As much as these tracks meant something to those who played or toiled there, society itself is poorer for not even realizing what was once there as they walk, driver cares or live on these hallowed grounds.  If you happen to know where some of  these tracks were, you can stand there and for a moment step back in time, sensing the history which once transpired there.  Hearing in your mind the track announcer calling the names of racing's greatest start, both equine and human.

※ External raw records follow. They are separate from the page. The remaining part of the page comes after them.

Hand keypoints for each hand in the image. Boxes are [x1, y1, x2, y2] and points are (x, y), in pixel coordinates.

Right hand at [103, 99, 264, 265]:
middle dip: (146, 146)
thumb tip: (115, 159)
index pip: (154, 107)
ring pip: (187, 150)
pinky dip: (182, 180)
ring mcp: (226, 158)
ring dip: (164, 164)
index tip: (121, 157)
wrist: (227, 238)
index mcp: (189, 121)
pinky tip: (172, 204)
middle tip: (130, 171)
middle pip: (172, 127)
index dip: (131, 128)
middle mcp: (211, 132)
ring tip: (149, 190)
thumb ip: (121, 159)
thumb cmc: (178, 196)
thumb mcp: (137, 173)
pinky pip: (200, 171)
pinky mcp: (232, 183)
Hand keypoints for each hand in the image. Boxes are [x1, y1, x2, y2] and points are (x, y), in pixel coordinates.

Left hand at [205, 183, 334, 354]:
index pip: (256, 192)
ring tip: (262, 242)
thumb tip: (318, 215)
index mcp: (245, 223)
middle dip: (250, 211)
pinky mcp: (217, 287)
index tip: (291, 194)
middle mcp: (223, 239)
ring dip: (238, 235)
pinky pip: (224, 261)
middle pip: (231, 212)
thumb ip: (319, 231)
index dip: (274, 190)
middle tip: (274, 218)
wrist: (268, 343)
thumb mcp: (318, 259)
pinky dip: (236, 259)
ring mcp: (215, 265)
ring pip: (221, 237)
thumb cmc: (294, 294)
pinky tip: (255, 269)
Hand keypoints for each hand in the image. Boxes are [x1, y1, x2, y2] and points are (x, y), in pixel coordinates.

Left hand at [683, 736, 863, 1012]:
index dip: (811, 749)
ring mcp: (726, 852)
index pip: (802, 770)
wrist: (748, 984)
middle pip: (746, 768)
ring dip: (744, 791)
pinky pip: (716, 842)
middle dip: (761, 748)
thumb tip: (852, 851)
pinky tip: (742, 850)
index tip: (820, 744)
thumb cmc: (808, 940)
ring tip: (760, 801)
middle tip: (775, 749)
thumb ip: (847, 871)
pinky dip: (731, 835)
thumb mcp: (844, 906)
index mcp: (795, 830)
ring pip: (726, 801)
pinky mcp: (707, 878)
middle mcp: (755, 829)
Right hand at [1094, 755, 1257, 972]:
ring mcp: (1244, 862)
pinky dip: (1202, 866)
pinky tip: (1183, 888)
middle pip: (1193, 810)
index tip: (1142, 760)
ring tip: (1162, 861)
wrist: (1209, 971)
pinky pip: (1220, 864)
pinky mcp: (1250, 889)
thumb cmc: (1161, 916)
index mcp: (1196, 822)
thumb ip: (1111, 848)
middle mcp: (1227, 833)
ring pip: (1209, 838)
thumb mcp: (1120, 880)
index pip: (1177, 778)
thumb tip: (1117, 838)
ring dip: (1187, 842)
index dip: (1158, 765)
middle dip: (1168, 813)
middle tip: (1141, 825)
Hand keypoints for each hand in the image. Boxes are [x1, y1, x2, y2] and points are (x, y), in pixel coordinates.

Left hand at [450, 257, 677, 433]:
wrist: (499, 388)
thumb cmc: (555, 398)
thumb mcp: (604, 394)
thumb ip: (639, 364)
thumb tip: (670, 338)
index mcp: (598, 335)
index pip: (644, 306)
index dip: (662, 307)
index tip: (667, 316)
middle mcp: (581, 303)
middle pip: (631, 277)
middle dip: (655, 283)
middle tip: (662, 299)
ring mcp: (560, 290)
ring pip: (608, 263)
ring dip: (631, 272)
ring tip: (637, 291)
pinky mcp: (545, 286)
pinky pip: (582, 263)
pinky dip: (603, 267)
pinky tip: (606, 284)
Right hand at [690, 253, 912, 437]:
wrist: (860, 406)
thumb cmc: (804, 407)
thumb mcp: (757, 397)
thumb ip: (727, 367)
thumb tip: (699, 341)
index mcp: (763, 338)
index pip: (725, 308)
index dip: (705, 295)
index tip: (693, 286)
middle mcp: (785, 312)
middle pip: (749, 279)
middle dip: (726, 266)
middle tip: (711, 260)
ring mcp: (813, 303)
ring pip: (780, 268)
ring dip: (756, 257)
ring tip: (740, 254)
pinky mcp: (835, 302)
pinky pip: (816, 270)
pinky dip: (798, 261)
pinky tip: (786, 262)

A little bit of this sport dies and is lost each time a racetrack is closed.   No matter how little or how big a racetrack is, steps should be taken to keeping them going.  Faling that, the history of what transpired there should never be allowed to be forgotten.


Paul said...

You left out Good Time Park, the home of the Hambeltonian when it was run in Goshen, NY. WH Cane built and funded the oval and grandstand and of course it is now gone, as in most of these, gone for real estate developments.

Anonymous said...

Eddie Davis was only a star racing at those third rate tracks. Just the truth. He could never handle The Big Boys. Fat Eddie Cobb goes way back to the early 60's at Yonkers where they banned him for life for race fixing.
Ross Hayter was a class act and so sad he eventually died from cancer. And boy could he drive. And I mean drive without the "help" of others. Not trying to rain on your parade, but I go back, way back and every word I wrote is gospel.